Les échanges ont porté sur plusieurs dimensions du phénomène, notamment la violence électorale, la militarisation de la société et le rôle des groupes armés illégaux en tant qu’acteurs politiques. La discussion a également mis en lumière la manière dont l’autorité politique définit et traite la violence en fonction de sa vision du monde et de ses objectifs en matière de consolidation démocratique.
Dans une perspective historique et politique, les participants ont interrogé les dynamiques démocratiques en Haïti depuis 1986, en soulignant les fragilités persistantes du système. L’intervenant a insisté sur le fait que la compréhension de la violence dépend des conceptions anthropologiques sous-jacentes et que l’affaiblissement de l’État, notamment lorsqu’il perd le monopole de la contrainte légitime, favorise l’émergence de formes de violence concurrentes dans l’espace public.
Par ailleurs, il a été souligné que la violence systémique révèle des failles structurelles dans la construction de l’autorité politique. Les stratégies visant uniquement à éradiquer la violence apparaissent insuffisantes si elles ne s’attaquent pas à ses causes profondes. En s’inspirant de Weber, l’intervenant a rappelé que le monopole de la violence constitue un fondement de l’État moderne, tout en soulignant les dérives possibles lorsque ce monopole est fragilisé ou instrumentalisé.

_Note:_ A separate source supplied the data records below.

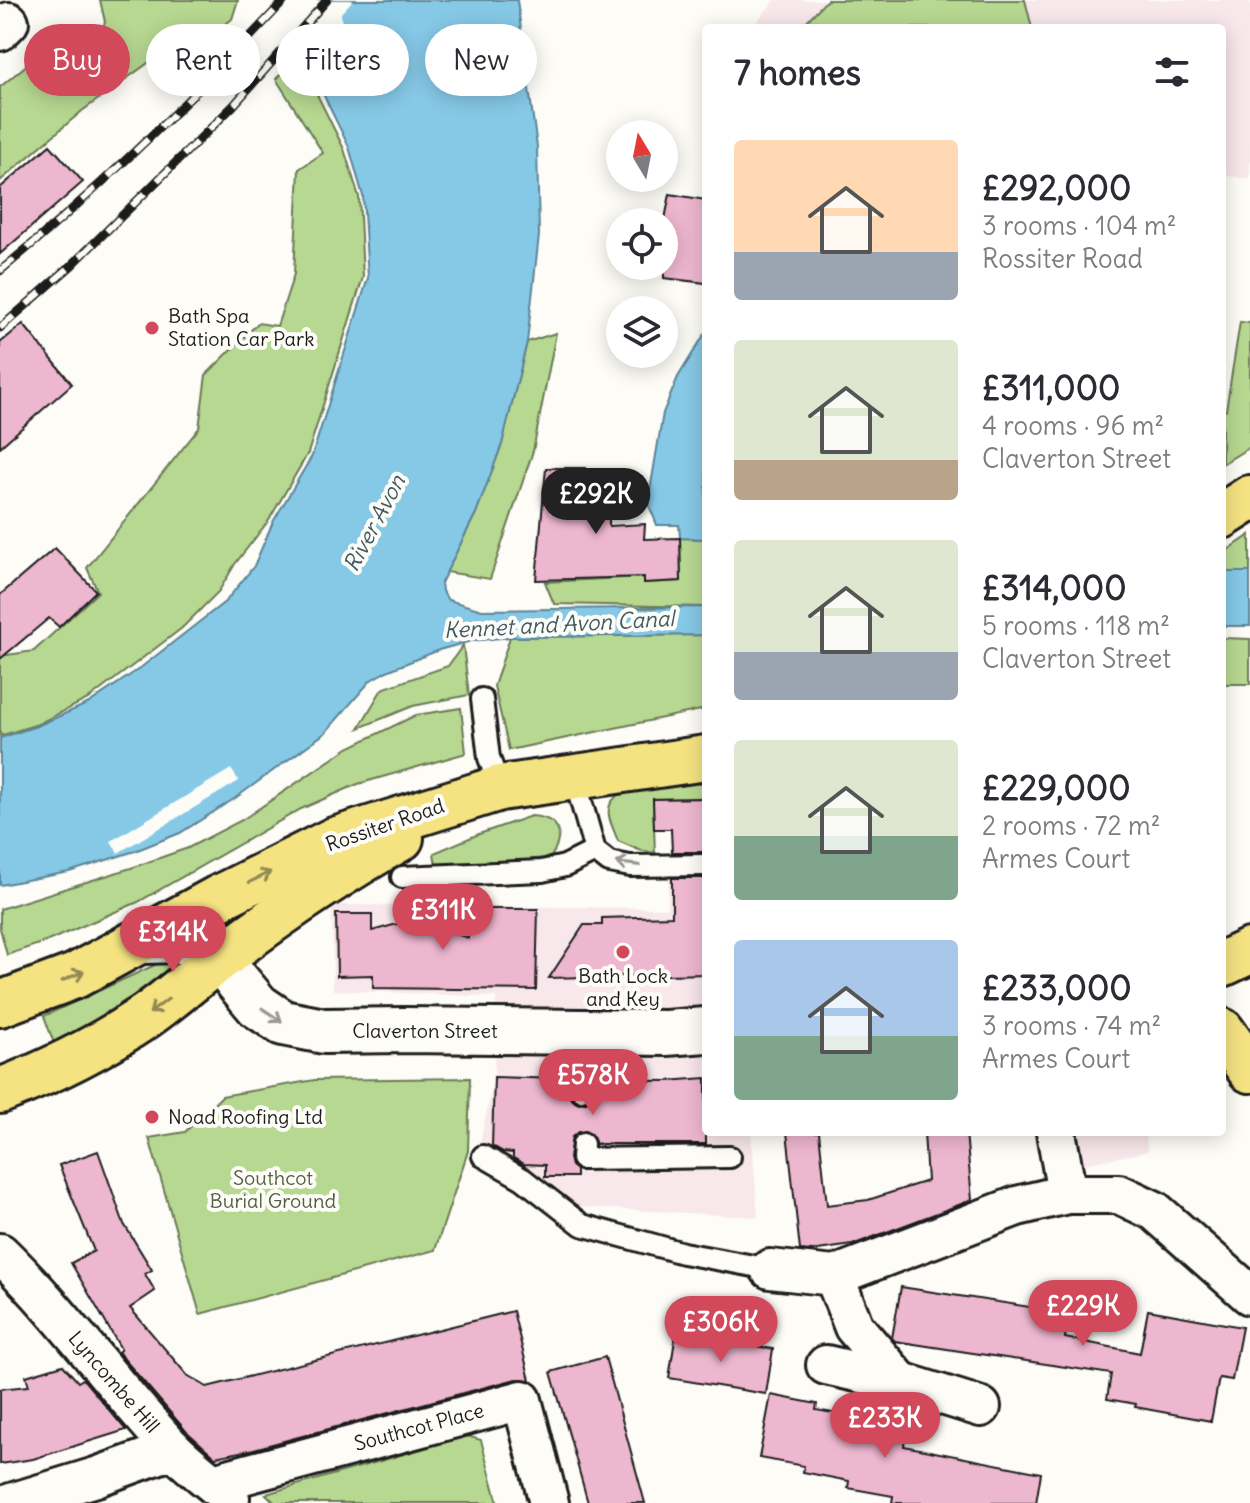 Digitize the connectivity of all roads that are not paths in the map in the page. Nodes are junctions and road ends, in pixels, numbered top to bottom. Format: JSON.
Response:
{"nodes":[{"id":1,"x":1250,"y":498,"type":"edge"},
{"id":2,"x":1226,"y":513,"type":"edge"},
{"id":3,"x":482,"y":699,"type":"dead end"},
{"id":4,"x":702,"y":759,"type":"edge"},
{"id":5,"x":574,"y":776,"type":"junction"},
{"id":6,"x":486,"y":792,"type":"junction"},
{"id":7,"x":595,"y":851,"type":"junction"},
{"id":8,"x":702,"y":865,"type":"edge"},
{"id":9,"x":402,"y":877,"type":"dead end"},
{"id":10,"x":142,"y":941,"type":"junction"},
{"id":11,"x":1250,"y":951,"type":"edge"},
{"id":12,"x":220,"y":958,"type":"junction"},
{"id":13,"x":1226,"y":962,"type":"edge"},
{"id":14,"x":0,"y":1004,"type":"edge"},
{"id":15,"x":702,"y":1030,"type":"edge"},
{"id":16,"x":576,"y":1033,"type":"junction"},
{"id":17,"x":1226,"y":1037,"type":"edge"},
{"id":18,"x":1250,"y":1070,"type":"edge"},
{"id":19,"x":581,"y":1090,"type":"dead end"},
{"id":20,"x":0,"y":1091,"type":"edge"},
{"id":21,"x":1057,"y":1136,"type":"edge"},
{"id":22,"x":583,"y":1144,"type":"dead end"},
{"id":23,"x":483,"y":1156,"type":"dead end"},
{"id":24,"x":730,"y":1157,"type":"dead end"},
{"id":25,"x":1067,"y":1194,"type":"junction"},
{"id":26,"x":0,"y":1253,"type":"edge"},
{"id":27,"x":770,"y":1269,"type":"joint"},
{"id":28,"x":834,"y":1276,"type":"junction"},
{"id":29,"x":1250,"y":1295,"type":"edge"},
{"id":30,"x":826,"y":1365,"type":"dead end"},
{"id":31,"x":901,"y":1382,"type":"junction"},
{"id":32,"x":981,"y":1407,"type":"dead end"},
{"id":33,"x":173,"y":1449,"type":"junction"},
{"id":34,"x":224,"y":1493,"type":"edge"},
{"id":35,"x":11,"y":1503,"type":"edge"},
{"id":36,"x":549,"y":1503,"type":"edge"}],
"edges":[{"from":1,"to":2,"type":"main road"},
{"from":3,"to":6,"type":"lane"},
{"from":4,"to":5,"type":"main road","name":"Rossiter Road"},
{"from":5,"to":6,"type":"main road","name":"Rossiter Road"},
{"from":5,"to":7,"type":"lane"},
{"from":10,"to":6,"type":"main road","name":"Rossiter Road","one_way":true},
{"from":6,"to":12,"type":"main road"},
{"from":8,"to":7,"type":"lane","one_way":true},
{"from":7,"to":9,"type":"lane"},
{"from":10,"to":12,"type":"street","name":"Claverton Street"},
{"from":14,"to":10,"type":"main road","name":"Rossiter Road","one_way":true},
{"from":11,"to":13,"type":"main road"},
{"from":12,"to":16,"type":"street","name":"Claverton Street","one_way":true},
{"from":12,"to":20,"type":"main road","one_way":true},
{"from":15,"to":16,"type":"street","name":"Claverton Street"},
{"from":16,"to":19,"type":"lane"},
{"from":17,"to":18,"type":"main road"},
{"from":21,"to":25,"type":"street"},
{"from":22,"to":24,"type":"lane"},
{"from":23,"to":27,"type":"lane"},
{"from":25,"to":28,"type":"street"},
{"from":25,"to":29,"type":"street"},
{"from":26,"to":33,"type":"street","name":"Lyncombe Hill"},
{"from":27,"to":28,"type":"street"},
{"from":28,"to":31,"type":"street"},
{"from":30,"to":31,"type":"street"},
{"from":31,"to":32,"type":"street"},
{"from":33,"to":34,"type":"street","name":"Lyncombe Hill"},
{"from":33,"to":35,"type":"street"},
{"from":34,"to":36,"type":"street","name":"Southcot Place"}]} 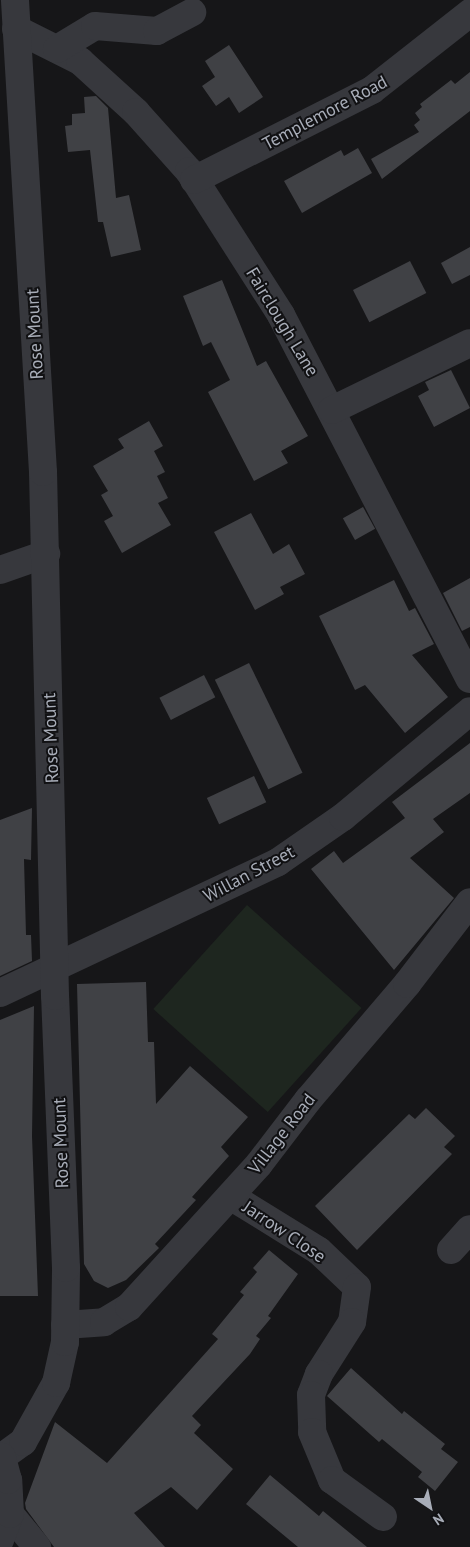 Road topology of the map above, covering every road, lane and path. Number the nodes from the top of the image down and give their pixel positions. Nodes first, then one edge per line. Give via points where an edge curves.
1 (15, 0) edge
2 (192, 12) dead end
3 (470, 13) edge
4 (16, 29) junction
5 (57, 49) junction
6 (194, 180) junction
7 (470, 343) edge
8 (332, 410) junction
9 (46, 554) junction
10 (0, 570) edge
11 (470, 679) edge
12 (470, 711) edge
13 (469, 907) edge
14 (55, 967) junction
15 (0, 993) edge
16 (232, 1196) junction
17 (470, 1229) edge
18 (451, 1250) dead end
19 (65, 1325) junction
20 (1, 1456) edge
21 (10, 1514) junction
22 (383, 1517) dead end
23 (0, 1540) edge
24 (37, 1547) edge

1 - 4 street, Rose Mount
2 - 5 street via 158,31 95,26
3 - 6 street, Templemore Road via 372,90
4 - 5 street, Fairclough Lane
4 - 9 street, Rose Mount
5 - 6 street, Fairclough Lane via 80,61 136,112
6 - 8 street, Fairclough Lane via 281,315
7 - 8 street
8 - 11 street, Fairclough Lane
9 - 10 street
9 - 14 street, Rose Mount
12 - 14 street, Willan Street via 342,818 278,862
13 - 16 street, Village Road
14 - 15 street, Willan Street
14 - 19 street, Rose Mount via 66,1268
16 - 19 street, Village Road via 183,1244 129,1306 104,1322
16 - 22 street, Jarrow Close via 319,1251 357,1287 352,1322 319,1374 311,1395 312,1432 332,1480
17 - 18 street
19 - 20 street, Rose Mount via 65,1342 56,1383 24,1442
20 - 21 street via 8,1480
21 - 23 street
21 - 24 street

L’analyse a également porté sur les différentes stratégies adoptées par l’État haïtien face à la violence : la répression directe, le contournement par la tolérance de zones de non-droit, et la délégation implicite de la violence à des groupes armés. Ces dynamiques interrogent la capacité du politique à produire de l’ordre, à former des citoyens et à imposer une vision cohérente du vivre-ensemble.
Enfin, la discussion a permis de préciser les contours de la violence politique et son rôle dans les relations institutionnelles. Il a été avancé que la violence, sans être constitutive de la démocratie, peut néanmoins en être une expression dévoyée dans des contextes de crise. Les groupes armés ont ainsi été analysés comme des formes de gouvernance parallèle, tandis que la violence terroriste a été distinguée de la violence légitime par sa finalité et ses cibles.
Cette conférence a ainsi offert un cadre d’analyse riche pour comprendre les enjeux de la violence politique en Haïti et les défis qu’elle pose à toute entreprise de consolidation démocratique.